» **BRIEF**
Copy each line of the data beneath in which the word "down" appears.

╭─ RECORD EXCERPTS

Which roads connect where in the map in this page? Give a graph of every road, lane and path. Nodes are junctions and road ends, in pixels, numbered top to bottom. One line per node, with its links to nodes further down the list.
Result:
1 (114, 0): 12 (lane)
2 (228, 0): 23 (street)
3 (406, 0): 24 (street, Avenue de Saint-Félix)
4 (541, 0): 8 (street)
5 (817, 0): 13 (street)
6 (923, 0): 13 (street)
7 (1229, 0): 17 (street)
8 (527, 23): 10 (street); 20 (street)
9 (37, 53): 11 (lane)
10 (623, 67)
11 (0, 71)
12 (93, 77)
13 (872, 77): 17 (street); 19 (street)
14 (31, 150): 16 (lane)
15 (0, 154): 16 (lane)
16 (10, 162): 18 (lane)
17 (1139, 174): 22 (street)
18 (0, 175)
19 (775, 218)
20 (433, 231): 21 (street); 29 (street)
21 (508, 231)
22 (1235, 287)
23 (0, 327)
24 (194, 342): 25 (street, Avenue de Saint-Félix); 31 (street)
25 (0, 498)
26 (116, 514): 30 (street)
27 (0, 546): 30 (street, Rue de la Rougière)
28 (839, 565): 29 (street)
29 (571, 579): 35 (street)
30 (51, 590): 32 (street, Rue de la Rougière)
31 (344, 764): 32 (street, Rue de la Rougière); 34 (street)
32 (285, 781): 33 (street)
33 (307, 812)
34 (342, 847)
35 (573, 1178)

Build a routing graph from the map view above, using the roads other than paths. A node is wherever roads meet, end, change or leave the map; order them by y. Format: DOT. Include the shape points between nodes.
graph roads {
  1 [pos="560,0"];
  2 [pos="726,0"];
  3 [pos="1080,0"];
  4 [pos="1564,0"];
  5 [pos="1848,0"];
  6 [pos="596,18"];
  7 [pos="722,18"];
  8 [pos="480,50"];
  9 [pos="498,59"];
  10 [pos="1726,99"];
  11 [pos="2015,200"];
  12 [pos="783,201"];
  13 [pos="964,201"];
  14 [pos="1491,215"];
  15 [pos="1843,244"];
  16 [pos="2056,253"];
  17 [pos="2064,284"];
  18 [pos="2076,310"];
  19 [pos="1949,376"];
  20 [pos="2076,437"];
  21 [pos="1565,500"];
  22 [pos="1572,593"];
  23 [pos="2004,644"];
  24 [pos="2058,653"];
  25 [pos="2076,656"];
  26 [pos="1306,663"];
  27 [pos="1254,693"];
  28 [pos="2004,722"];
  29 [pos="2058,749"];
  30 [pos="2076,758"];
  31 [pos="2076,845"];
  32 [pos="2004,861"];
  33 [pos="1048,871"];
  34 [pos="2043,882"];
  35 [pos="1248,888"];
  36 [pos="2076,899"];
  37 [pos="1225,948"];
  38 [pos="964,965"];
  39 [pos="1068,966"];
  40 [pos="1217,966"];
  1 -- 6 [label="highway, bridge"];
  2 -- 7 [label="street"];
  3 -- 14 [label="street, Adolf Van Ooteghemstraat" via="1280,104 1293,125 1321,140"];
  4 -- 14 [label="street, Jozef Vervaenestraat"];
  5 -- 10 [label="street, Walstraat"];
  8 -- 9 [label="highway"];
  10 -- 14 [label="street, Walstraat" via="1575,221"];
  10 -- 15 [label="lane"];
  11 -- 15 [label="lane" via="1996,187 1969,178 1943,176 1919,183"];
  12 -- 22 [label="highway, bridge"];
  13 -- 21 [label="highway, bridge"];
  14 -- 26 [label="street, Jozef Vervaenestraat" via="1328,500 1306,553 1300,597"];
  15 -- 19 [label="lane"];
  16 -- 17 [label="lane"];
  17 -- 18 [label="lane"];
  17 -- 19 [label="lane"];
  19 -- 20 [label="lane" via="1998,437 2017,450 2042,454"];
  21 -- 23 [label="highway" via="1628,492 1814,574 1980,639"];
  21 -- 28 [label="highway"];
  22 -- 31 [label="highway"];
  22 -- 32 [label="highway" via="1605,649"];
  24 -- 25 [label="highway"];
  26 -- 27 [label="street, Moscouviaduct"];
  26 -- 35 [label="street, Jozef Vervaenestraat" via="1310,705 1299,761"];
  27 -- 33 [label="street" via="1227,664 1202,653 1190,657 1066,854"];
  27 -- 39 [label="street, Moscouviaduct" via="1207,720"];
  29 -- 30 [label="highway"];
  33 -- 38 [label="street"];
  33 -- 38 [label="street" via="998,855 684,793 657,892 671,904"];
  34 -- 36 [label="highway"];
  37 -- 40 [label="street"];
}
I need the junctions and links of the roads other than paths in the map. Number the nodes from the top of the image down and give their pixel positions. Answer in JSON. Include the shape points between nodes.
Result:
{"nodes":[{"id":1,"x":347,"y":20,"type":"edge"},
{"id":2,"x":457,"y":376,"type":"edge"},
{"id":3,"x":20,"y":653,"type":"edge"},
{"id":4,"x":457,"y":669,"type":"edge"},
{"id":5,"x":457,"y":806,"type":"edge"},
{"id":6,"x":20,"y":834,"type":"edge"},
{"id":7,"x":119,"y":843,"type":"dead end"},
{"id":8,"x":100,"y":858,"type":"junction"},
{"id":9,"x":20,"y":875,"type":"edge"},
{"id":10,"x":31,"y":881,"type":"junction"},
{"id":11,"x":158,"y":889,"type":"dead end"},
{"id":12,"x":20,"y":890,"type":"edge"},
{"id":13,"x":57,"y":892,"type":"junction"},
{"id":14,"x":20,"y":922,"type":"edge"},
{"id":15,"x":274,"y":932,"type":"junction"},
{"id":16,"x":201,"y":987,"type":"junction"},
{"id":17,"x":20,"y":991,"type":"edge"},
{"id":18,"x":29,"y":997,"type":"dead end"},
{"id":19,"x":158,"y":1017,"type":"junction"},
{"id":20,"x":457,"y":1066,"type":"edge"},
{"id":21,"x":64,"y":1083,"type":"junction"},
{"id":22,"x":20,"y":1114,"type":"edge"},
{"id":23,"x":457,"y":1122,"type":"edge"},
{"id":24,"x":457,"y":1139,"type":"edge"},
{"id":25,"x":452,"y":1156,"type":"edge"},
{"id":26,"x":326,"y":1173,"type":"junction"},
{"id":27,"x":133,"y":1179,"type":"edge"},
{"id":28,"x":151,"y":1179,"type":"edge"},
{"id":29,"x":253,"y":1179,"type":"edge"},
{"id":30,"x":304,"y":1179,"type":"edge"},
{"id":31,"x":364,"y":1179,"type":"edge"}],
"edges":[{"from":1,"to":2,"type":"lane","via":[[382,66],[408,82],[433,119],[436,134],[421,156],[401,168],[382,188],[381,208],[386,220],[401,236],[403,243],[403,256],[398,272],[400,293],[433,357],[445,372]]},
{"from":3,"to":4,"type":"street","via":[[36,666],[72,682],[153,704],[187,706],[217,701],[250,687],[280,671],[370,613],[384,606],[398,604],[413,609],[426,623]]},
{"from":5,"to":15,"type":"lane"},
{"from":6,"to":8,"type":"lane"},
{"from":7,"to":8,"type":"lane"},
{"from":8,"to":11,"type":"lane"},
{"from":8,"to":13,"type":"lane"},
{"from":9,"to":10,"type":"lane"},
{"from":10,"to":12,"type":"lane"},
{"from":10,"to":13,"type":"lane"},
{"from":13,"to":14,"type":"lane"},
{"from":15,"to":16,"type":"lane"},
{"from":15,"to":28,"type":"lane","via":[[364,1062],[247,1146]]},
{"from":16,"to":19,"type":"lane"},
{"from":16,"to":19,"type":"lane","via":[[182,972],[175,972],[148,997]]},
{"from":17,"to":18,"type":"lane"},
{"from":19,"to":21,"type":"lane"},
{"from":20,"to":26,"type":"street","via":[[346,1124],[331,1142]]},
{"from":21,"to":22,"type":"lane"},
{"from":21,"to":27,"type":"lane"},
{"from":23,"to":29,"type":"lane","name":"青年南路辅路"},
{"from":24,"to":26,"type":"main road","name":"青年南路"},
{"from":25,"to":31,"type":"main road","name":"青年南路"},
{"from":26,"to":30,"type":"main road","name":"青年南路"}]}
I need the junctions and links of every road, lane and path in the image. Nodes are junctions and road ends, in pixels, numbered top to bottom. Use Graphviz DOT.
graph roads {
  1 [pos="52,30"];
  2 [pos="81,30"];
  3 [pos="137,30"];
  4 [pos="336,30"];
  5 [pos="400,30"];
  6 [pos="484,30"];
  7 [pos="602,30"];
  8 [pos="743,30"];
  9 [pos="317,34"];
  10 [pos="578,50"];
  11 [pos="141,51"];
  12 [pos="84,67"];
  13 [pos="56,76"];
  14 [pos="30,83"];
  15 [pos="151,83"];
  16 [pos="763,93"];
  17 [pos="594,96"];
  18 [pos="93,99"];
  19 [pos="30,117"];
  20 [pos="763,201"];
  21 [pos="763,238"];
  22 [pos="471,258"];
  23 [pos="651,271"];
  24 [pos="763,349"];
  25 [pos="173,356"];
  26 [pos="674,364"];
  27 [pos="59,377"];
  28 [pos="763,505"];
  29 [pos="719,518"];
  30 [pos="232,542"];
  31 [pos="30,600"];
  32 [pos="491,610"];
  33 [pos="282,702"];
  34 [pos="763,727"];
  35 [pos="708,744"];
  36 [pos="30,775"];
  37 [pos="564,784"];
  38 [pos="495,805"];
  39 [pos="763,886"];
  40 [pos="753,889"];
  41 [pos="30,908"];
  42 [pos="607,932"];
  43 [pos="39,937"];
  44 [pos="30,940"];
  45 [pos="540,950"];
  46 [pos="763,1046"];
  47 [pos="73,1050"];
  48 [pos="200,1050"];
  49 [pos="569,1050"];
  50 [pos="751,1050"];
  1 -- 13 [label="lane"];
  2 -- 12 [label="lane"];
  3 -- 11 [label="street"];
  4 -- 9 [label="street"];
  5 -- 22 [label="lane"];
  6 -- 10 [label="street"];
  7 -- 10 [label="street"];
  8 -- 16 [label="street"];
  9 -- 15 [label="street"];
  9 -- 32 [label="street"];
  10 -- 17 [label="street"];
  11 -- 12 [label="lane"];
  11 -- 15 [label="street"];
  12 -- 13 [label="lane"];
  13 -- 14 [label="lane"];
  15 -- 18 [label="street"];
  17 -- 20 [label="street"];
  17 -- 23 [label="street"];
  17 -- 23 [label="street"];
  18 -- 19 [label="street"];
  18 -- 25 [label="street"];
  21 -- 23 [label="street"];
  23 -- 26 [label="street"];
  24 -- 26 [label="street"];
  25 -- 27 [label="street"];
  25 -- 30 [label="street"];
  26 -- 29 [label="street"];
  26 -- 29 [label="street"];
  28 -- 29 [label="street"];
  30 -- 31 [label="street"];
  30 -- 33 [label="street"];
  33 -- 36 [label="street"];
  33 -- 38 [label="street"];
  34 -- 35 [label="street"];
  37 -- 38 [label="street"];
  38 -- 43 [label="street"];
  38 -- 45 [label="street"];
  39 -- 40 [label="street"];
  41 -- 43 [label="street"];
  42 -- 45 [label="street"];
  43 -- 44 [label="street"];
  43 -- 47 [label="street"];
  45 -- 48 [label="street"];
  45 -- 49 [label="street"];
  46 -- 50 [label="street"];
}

╰─

» **EXERCISE RESULT**
Which roads connect where in the map in this page? Give a graph of every road, lane and path. Nodes are junctions and road ends, in pixels, numbered top to bottom. One line per node, with its links to nodes further down the list.
I need the junctions and links of the roads other than paths in the map. Number the nodes from the top of the image down and give their pixel positions. Answer in JSON. Include the shape points between nodes.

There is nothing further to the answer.